JuiceFS is a distributed high-performance file system designed for cloud environments.Amazon EFS Easy to use and scalable for a wide range of applications.Amazon FSx for Lustre It is a high-performance file system geared towards handling fast and large-scale data workloads.
In this article, we will evaluate the performance and cost performance of these three mainstream file systems through a series of tests to help users quickly understand these products.
01 Test environment
Tests were conducted using AWS's c5.4xlarge instance (16 cores, 32GB RAM, 10Gbps network bandwidth) covering AWS EFS, JuiceFS cloud services (located in U.S. West 2), and AWS FSx for Lustre (1.2 TB, 1,200 MB/s configuration).
JuiceFS client testing: 4 threads were configured to test both large files (1,024 MiB files, 1 MiB read/write per block) and small files (128 KiB files, 100 file reads/writes).

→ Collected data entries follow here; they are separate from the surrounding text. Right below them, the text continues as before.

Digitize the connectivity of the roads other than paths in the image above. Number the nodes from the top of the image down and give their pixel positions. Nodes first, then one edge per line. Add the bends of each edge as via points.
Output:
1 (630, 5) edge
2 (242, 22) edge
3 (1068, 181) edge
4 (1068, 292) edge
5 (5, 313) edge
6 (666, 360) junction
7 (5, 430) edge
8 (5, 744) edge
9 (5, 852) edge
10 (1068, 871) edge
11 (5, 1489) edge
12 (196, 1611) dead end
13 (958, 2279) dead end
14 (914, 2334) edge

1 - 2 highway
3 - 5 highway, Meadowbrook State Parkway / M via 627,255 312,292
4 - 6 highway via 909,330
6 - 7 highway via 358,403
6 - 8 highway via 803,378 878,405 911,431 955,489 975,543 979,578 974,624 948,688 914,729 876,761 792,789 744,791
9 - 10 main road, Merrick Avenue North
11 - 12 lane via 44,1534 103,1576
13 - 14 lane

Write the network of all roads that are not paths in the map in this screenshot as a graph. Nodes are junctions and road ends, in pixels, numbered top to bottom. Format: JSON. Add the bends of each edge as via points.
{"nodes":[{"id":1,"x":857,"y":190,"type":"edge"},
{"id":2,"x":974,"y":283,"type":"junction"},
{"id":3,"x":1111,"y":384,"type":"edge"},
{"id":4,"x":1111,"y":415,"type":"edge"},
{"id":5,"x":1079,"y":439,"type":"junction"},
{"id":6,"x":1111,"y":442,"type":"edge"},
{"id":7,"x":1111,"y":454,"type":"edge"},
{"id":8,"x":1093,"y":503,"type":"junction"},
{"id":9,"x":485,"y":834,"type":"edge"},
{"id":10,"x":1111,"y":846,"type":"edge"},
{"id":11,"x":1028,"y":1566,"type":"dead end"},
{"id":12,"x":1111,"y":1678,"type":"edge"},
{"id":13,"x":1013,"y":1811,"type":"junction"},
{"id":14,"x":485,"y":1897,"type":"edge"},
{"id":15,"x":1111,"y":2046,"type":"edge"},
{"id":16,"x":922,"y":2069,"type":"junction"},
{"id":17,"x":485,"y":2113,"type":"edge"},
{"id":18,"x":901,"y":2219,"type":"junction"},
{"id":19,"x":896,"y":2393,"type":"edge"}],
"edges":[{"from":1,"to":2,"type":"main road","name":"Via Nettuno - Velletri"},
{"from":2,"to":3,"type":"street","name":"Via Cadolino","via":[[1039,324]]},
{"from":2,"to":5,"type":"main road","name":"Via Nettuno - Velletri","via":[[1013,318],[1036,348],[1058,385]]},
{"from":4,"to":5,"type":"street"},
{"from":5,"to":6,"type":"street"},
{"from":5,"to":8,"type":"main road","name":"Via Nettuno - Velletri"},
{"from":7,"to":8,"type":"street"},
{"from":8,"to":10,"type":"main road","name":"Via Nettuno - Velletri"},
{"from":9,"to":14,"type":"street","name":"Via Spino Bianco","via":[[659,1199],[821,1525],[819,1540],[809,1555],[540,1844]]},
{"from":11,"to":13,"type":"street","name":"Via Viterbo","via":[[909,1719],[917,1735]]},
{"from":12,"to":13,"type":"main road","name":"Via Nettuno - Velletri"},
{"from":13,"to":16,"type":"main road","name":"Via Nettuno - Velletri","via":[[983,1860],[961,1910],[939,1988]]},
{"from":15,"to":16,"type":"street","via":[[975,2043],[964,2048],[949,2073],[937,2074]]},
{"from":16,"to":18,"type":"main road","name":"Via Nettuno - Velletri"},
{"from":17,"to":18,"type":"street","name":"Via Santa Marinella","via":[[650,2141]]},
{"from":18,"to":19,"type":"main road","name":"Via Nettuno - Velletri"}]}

02 Performance Testing and Use Cases
Performance tests are primarily used to evaluate sequential read and write performance for large and small files:
- Sequential reading and writing of large files: Critical for applications that require sustained throughput, such as data processing and training for large language models (LLMs), gene sequencing, big data analytics, video streaming, and data backup;
-
Sequential reading and writing of small files: Simulates common workloads in computer vision data processing and model training, media processing, scientific computing, and other areas.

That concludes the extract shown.